Up front, the game really doesn’t go into a lot of explicit details here. Just tempering your expectations now.

Second, “precise” damage here is a red herring: it’s irrelevant whether the damage is precision damage or not. Any generic damage bonus that doesn’t specify the bonus damage’s type has the same problem—this is exactly as much of a problem for smite evil (which is not precision damage) as it is for sneak attack (which is).

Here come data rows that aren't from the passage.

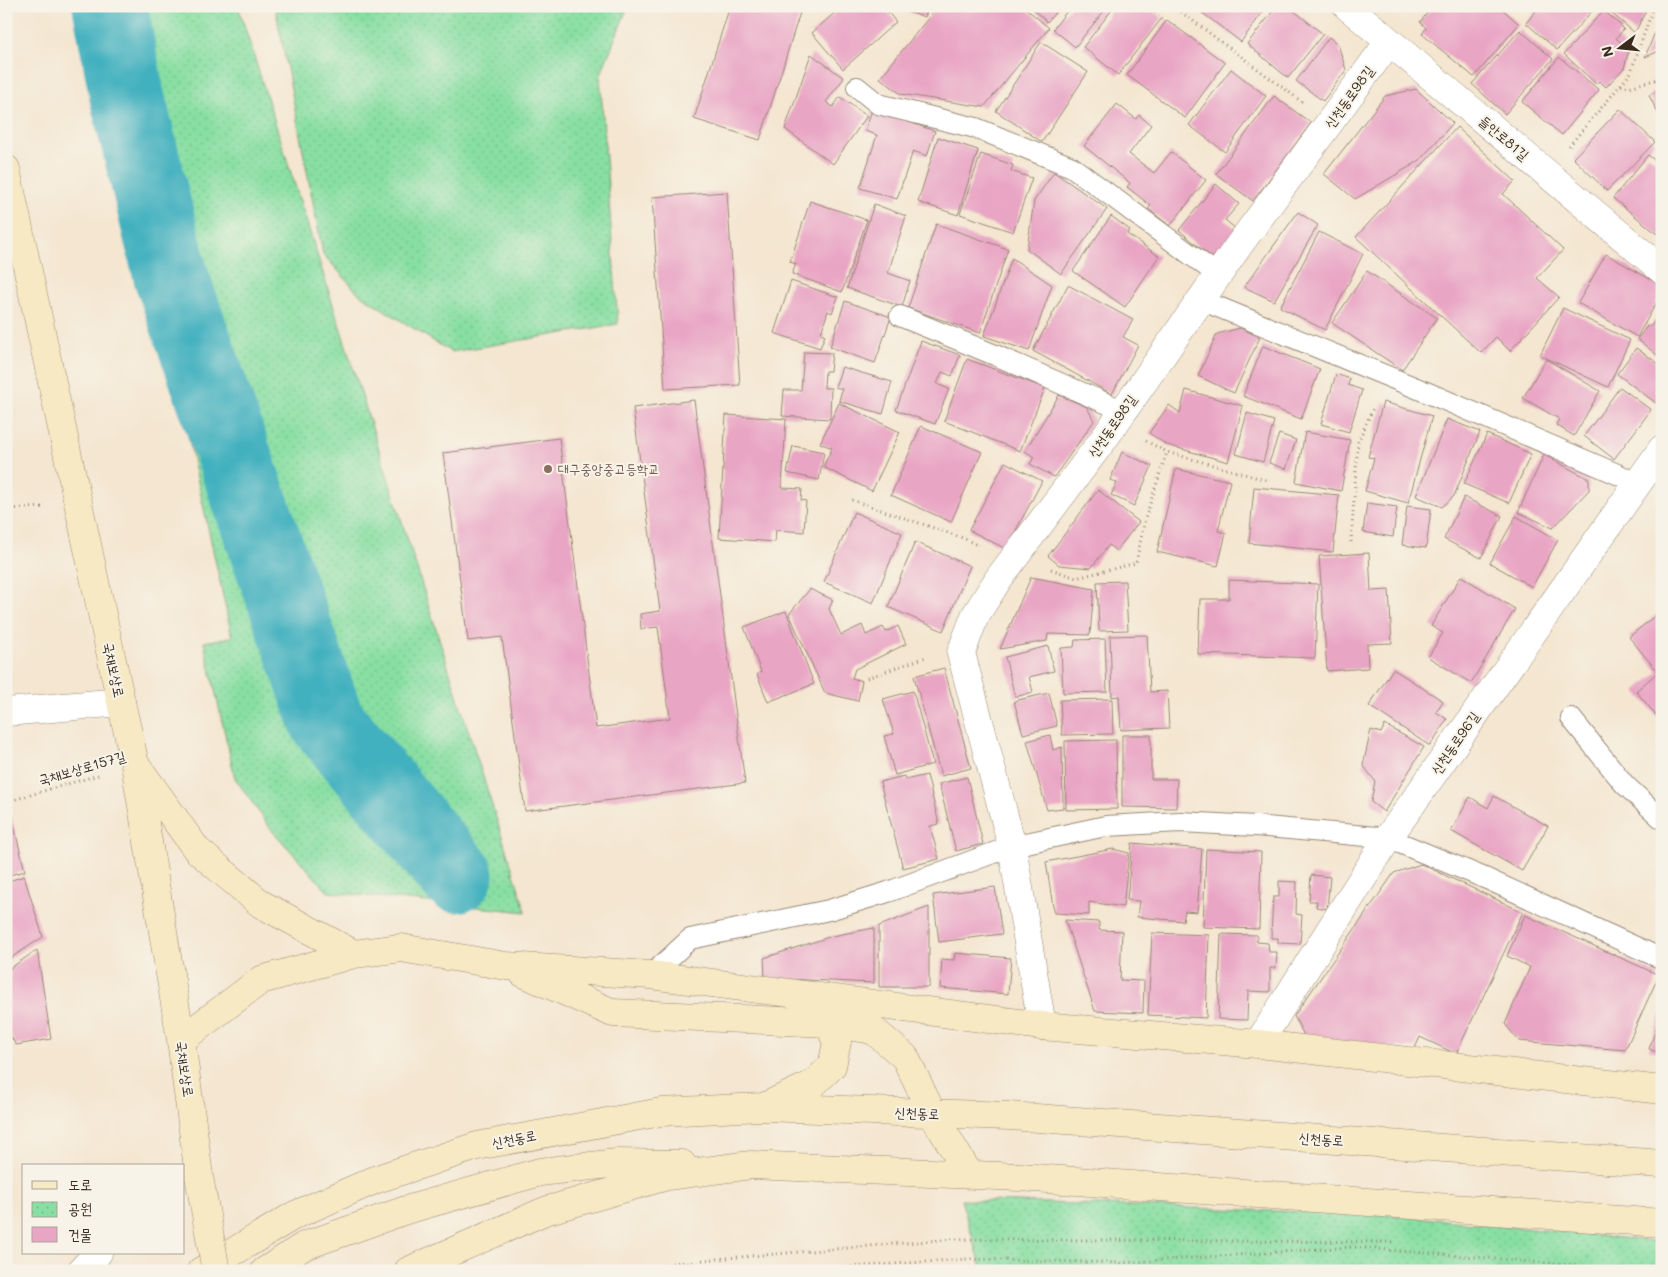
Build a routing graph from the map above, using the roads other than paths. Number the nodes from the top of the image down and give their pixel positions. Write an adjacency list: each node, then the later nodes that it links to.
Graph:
1 (1347, 6): 2 (street, 들안로81길)
2 (1389, 42): 5 (street, 들안로81길); 6 (street, 신천동로98길)
3 (857, 87): 6 (lane)
4 (6, 169): 12 (main road, 국채보상로)
5 (1662, 270)
6 (1218, 275): 7 (street, 신천동로98길)
7 (1201, 300): 9 (street, 신천동로98길); 11 (lane)
8 (900, 316): 9 (lane)
9 (1119, 418): 18 (street, 신천동로98길)
10 (1662, 449): 11 (street, 신천동로96길)
11 (1638, 483): 17 (street, 신천동로96길)
12 (120, 702): 13 (street); 15 (main road, 국채보상로)
13 (6, 712)
14 (1571, 718): 16 (lane)
15 (135, 764): 19 (main road); 25 (main road, 국채보상로)
16 (1662, 819)
17 (1388, 838): 18 (lane); 20 (lane); 26 (street, 신천동로96길)
18 (1012, 846): 22 (lane); 24 (street)
19 (354, 954): 21 (main road); 25 (main road)
20 (1662, 959)
21 (506, 966): 22 (main road); 23 (main road)
22 (650, 975): 24 (main road)
23 (828, 1023): 28 (main road); 29 (main road)
24 (1042, 1026): 26 (main road)
25 (182, 1040): 30 (main road, 국채보상로)
26 (1258, 1044): 27 (main road)
27 (1662, 1090)
28 (762, 1108): 29 (main road, 신천동로); 38 (main road, 신천동로)
29 (932, 1113): 32 (main road, 신천동로); 33 (main road)
30 (192, 1164): 39 (main road, 국채보상로, bridge)
31 (751, 1164): 33 (main road); 36 (main road); 40 (main road)
32 (1662, 1164)
33 (969, 1174): 34 (main road)
34 (1662, 1223)
35 (97, 1254): 37 (street)
36 (410, 1270)
37 (81, 1271)
38 (201, 1271)
39 (216, 1271)
40 (265, 1271)

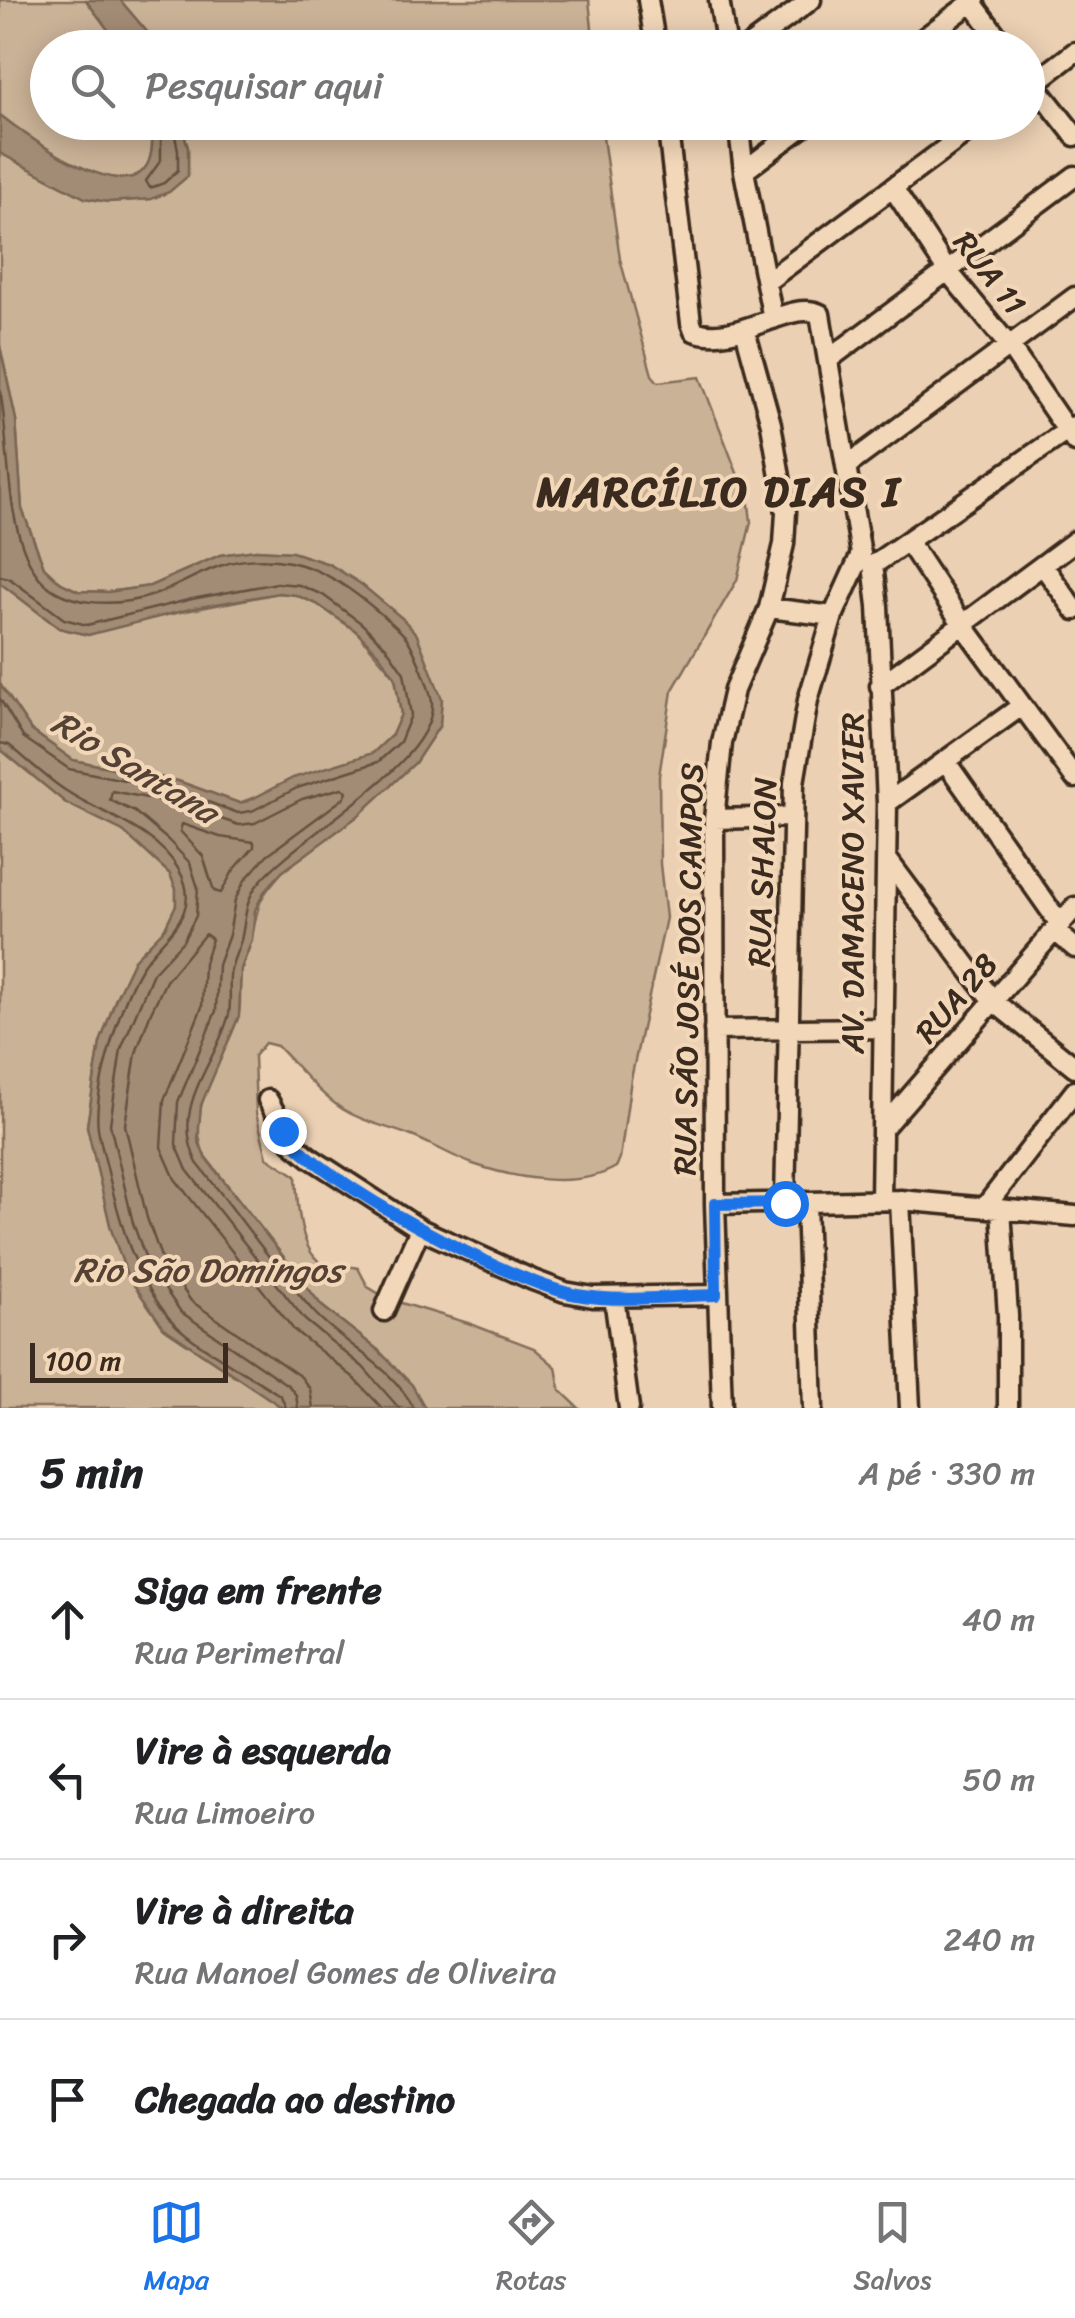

Third, the rules never actually let you just choose to touch someone for your attack, much less choose to do it with a weapon, so your entire flaming frost short sword maneuver isn’t a thing you can actually do. The assumption that flaming and frost would deal their damage if you could do that is invalid, too: since the rules don’t let you do that, the rest of the rules don’t consider the possibility of you doing that, and weren’t written to handle that as a possibility. Even if you houserule that someone can use one of their attacks to touch someone, and resolve it as a touch attack, and even if you allow them to do the touching with a weapon rather than just their hand—all entirely reasonable houserules—at that point you’ve changed something fundamental about the game and you can’t just rely on the rules that were written for resolving the effects of things like flaming, frost, or sneak attack: those were written assuming you can’t do this, so whether or not they work with this houseruled touch attack is a part of that houserule, not the official rules.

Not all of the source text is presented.